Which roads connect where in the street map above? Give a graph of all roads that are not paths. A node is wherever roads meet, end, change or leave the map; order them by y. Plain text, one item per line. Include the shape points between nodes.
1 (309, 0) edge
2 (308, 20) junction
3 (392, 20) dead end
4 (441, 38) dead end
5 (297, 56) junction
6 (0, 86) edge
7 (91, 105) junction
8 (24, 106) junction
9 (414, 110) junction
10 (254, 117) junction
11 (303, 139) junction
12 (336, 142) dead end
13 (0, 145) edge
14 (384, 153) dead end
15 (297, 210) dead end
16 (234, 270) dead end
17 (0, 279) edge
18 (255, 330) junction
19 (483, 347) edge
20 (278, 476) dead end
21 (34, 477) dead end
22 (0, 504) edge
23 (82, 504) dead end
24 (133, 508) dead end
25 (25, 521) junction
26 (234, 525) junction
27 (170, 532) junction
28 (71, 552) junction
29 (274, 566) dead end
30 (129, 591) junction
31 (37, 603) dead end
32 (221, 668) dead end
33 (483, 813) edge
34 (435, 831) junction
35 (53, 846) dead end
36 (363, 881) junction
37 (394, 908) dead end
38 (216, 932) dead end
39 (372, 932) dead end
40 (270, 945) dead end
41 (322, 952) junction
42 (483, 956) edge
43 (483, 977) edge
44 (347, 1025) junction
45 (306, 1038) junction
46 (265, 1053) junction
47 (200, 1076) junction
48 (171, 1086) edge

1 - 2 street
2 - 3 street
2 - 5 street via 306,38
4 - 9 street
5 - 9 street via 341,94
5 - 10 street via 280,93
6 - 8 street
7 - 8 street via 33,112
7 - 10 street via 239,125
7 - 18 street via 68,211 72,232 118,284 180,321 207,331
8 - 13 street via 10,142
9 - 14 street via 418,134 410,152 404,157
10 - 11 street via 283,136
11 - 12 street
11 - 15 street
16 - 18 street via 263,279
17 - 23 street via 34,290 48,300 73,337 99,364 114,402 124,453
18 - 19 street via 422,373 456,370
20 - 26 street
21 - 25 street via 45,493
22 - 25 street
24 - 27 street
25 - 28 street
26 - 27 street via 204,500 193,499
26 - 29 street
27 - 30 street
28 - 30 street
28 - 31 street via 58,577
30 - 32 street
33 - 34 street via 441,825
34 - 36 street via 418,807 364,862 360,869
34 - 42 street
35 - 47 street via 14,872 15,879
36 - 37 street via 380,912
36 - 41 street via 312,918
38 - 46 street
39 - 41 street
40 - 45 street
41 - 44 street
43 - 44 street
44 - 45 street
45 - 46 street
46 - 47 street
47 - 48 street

Work order: Write every entry out again. Keep each one exact.

Your solution:
Which roads connect where in the street map above? Give a graph of all roads that are not paths. A node is wherever roads meet, end, change or leave the map; order them by y. Plain text, one item per line. Include the shape points between nodes.
1 (309, 0) edge
2 (308, 20) junction
3 (392, 20) dead end
4 (441, 38) dead end
5 (297, 56) junction
6 (0, 86) edge
7 (91, 105) junction
8 (24, 106) junction
9 (414, 110) junction
10 (254, 117) junction
11 (303, 139) junction
12 (336, 142) dead end
13 (0, 145) edge
14 (384, 153) dead end
15 (297, 210) dead end
16 (234, 270) dead end
17 (0, 279) edge
18 (255, 330) junction
19 (483, 347) edge
20 (278, 476) dead end
21 (34, 477) dead end
22 (0, 504) edge
23 (82, 504) dead end
24 (133, 508) dead end
25 (25, 521) junction
26 (234, 525) junction
27 (170, 532) junction
28 (71, 552) junction
29 (274, 566) dead end
30 (129, 591) junction
31 (37, 603) dead end
32 (221, 668) dead end
33 (483, 813) edge
34 (435, 831) junction
35 (53, 846) dead end
36 (363, 881) junction
37 (394, 908) dead end
38 (216, 932) dead end
39 (372, 932) dead end
40 (270, 945) dead end
41 (322, 952) junction
42 (483, 956) edge
43 (483, 977) edge
44 (347, 1025) junction
45 (306, 1038) junction
46 (265, 1053) junction
47 (200, 1076) junction
48 (171, 1086) edge

1 - 2 street
2 - 3 street
2 - 5 street via 306,38
4 - 9 street
5 - 9 street via 341,94
5 - 10 street via 280,93
6 - 8 street
7 - 8 street via 33,112
7 - 10 street via 239,125
7 - 18 street via 68,211 72,232 118,284 180,321 207,331
8 - 13 street via 10,142
9 - 14 street via 418,134 410,152 404,157
10 - 11 street via 283,136
11 - 12 street
11 - 15 street
16 - 18 street via 263,279
17 - 23 street via 34,290 48,300 73,337 99,364 114,402 124,453
18 - 19 street via 422,373 456,370
20 - 26 street
21 - 25 street via 45,493
22 - 25 street
24 - 27 street
25 - 28 street
26 - 27 street via 204,500 193,499
26 - 29 street
27 - 30 street
28 - 30 street
28 - 31 street via 58,577
30 - 32 street
33 - 34 street via 441,825
34 - 36 street via 418,807 364,862 360,869
34 - 42 street
35 - 47 street via 14,872 15,879
36 - 37 street via 380,912
36 - 41 street via 312,918
38 - 46 street
39 - 41 street
40 - 45 street
41 - 44 street
43 - 44 street
44 - 45 street
45 - 46 street
46 - 47 street
47 - 48 street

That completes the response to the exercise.